(Collected data entries)
______

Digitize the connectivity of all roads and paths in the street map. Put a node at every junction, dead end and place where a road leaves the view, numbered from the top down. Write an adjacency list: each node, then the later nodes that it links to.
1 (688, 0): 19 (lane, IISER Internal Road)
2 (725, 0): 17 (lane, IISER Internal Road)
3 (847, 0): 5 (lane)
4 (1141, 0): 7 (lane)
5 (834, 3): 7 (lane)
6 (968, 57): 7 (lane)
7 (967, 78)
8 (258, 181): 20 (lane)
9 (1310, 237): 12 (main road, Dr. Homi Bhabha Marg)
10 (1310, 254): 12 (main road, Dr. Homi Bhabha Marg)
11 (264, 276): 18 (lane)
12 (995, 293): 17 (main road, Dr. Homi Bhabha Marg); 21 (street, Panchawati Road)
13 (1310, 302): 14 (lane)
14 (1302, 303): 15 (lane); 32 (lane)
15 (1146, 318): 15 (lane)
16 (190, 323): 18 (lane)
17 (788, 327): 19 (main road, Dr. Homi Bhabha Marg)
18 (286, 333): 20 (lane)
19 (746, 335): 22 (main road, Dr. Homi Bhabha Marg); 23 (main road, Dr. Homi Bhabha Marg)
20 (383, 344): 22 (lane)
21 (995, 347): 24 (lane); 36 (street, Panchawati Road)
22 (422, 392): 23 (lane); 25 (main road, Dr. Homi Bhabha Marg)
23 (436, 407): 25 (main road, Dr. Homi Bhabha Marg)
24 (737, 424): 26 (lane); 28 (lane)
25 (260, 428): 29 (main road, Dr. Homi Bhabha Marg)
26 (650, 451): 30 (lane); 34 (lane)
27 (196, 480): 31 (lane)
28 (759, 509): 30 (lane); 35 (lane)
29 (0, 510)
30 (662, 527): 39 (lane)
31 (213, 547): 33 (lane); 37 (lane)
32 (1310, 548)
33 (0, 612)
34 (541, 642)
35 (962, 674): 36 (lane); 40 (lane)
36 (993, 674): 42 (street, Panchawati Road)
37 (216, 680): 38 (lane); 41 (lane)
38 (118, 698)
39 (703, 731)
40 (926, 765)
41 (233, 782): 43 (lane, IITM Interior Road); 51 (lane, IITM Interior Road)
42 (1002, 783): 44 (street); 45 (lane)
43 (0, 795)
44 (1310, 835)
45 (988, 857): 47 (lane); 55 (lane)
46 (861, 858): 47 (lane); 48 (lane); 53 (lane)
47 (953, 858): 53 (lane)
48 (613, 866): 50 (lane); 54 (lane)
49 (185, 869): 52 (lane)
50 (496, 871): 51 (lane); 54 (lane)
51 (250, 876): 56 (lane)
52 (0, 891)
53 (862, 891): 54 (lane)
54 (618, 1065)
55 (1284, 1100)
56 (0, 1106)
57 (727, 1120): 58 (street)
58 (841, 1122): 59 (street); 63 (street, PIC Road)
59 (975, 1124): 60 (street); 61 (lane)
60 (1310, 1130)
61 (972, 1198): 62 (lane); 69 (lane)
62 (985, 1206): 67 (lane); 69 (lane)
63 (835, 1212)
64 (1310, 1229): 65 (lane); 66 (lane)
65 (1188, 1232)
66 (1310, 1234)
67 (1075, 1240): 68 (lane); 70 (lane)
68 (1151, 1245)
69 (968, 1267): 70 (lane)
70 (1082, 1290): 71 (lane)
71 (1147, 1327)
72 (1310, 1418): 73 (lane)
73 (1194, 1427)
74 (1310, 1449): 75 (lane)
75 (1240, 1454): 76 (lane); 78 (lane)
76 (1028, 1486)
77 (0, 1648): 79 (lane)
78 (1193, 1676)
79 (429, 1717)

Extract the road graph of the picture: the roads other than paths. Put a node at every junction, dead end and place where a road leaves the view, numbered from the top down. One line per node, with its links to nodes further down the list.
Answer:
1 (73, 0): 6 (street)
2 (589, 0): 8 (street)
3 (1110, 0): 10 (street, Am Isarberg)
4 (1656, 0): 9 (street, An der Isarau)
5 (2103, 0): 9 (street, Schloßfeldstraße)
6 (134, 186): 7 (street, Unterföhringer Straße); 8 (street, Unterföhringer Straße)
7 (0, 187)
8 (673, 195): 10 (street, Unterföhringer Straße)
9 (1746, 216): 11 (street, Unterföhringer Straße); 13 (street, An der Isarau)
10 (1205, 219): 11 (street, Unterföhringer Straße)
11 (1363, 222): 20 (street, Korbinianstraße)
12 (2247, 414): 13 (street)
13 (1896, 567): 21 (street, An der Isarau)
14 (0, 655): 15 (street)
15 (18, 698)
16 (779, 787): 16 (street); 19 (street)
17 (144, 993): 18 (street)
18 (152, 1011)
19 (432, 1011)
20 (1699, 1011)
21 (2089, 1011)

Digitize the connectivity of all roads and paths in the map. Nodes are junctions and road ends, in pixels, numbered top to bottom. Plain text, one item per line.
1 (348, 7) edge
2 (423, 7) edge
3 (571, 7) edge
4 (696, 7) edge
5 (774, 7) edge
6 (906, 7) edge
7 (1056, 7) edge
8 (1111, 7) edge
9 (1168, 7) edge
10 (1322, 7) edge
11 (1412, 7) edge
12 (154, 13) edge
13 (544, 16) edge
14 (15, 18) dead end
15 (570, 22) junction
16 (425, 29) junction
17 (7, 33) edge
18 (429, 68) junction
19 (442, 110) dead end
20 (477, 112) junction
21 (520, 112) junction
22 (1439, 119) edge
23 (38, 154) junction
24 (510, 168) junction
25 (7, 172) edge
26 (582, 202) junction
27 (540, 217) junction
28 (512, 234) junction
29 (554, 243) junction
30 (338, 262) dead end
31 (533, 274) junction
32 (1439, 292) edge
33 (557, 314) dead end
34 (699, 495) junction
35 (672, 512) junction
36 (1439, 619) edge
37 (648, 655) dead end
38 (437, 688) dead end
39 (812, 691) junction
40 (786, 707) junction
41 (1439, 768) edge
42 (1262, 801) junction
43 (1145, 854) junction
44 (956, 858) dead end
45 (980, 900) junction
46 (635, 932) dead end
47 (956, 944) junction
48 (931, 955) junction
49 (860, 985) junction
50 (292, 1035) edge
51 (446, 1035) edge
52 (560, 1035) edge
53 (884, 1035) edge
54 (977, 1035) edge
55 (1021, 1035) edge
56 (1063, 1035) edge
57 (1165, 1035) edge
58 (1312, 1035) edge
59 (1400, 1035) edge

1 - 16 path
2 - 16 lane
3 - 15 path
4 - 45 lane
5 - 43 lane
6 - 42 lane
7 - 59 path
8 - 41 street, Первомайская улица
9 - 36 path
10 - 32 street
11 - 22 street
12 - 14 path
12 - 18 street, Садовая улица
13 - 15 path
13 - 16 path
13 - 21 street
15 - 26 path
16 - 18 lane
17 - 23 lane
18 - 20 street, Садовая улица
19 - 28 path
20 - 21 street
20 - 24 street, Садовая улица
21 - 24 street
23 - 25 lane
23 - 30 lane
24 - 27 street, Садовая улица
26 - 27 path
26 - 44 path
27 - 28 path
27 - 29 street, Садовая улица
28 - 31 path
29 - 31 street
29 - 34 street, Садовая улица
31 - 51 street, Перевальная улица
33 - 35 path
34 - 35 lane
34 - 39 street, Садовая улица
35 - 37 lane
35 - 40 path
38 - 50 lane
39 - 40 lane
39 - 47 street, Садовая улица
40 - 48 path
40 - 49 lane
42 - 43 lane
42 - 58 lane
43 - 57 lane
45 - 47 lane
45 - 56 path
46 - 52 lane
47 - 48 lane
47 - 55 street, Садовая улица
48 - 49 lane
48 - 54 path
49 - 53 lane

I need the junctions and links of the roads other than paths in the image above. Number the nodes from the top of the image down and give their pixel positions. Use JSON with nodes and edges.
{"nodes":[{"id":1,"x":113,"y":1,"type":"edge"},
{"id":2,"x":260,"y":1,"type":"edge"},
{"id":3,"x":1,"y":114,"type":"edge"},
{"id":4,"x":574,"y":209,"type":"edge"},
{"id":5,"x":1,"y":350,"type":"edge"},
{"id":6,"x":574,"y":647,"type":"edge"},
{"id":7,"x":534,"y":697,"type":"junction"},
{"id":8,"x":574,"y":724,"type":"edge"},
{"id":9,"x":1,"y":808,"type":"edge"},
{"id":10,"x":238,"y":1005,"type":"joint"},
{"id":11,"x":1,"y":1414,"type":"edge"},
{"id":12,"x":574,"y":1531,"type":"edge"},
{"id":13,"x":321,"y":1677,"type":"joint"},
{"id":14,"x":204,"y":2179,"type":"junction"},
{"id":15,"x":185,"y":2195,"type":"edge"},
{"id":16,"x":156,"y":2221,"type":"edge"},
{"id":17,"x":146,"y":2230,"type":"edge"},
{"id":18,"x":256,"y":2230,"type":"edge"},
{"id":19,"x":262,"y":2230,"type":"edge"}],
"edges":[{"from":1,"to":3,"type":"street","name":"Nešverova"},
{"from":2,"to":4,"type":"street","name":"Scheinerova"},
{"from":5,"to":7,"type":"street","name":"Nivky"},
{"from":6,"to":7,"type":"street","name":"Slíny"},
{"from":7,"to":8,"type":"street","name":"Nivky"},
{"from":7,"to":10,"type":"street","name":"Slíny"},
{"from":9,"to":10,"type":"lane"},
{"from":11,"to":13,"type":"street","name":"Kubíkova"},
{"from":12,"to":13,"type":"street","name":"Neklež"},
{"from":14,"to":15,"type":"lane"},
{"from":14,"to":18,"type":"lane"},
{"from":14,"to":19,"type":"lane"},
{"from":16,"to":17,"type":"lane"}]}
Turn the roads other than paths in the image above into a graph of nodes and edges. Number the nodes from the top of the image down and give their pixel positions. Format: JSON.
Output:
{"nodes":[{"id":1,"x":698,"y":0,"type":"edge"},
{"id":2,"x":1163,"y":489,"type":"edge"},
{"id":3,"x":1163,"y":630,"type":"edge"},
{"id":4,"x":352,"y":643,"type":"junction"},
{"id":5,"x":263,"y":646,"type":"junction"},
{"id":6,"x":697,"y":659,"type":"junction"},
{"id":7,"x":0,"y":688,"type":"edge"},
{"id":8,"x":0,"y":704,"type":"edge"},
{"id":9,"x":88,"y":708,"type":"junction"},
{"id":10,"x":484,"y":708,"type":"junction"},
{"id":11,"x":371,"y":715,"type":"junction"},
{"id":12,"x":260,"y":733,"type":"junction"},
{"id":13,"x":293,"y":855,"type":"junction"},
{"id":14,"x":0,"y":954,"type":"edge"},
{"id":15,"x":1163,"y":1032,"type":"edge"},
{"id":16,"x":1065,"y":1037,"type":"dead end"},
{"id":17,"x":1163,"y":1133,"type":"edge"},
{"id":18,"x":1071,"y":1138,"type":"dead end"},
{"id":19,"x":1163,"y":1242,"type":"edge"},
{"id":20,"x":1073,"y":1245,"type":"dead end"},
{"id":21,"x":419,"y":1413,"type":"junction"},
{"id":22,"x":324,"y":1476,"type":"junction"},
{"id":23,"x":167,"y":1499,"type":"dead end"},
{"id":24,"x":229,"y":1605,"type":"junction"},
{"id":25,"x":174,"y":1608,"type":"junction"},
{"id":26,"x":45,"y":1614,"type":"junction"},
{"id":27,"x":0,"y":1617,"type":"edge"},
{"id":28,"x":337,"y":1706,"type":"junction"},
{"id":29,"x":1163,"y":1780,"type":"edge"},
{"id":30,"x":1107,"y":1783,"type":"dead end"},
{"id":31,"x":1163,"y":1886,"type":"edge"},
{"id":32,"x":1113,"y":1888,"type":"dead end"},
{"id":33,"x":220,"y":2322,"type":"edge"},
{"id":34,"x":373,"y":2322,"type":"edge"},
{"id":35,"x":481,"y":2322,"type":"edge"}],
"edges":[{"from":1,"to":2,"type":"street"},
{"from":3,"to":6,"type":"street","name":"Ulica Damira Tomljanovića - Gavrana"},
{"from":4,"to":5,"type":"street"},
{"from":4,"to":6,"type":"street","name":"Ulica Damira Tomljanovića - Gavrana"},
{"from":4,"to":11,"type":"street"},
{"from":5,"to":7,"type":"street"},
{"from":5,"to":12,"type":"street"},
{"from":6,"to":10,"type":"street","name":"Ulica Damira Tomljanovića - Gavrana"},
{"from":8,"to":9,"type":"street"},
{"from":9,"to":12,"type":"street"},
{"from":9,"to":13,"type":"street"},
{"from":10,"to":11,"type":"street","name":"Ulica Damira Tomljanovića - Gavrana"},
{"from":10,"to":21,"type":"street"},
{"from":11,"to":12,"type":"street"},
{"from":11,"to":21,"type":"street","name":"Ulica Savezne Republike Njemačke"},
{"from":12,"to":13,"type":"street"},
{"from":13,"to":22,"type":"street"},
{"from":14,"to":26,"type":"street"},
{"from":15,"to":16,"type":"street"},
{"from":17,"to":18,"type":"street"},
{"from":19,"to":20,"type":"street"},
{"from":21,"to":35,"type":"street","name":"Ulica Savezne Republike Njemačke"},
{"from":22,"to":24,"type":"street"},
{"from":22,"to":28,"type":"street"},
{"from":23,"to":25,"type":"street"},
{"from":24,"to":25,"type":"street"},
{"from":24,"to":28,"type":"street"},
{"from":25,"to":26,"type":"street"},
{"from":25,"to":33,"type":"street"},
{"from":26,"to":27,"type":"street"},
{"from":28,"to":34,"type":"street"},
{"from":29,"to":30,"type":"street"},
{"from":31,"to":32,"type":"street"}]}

______

- DIRECTIONS FOR THIS TASK:
When the word "Internal" shows up in a line of the entries, report that line.

- OUTPUT FOR THIS EXERCISE:
1 (688, 0): 19 (lane, IISER Internal Road)
2 (725, 0): 17 (lane, IISER Internal Road)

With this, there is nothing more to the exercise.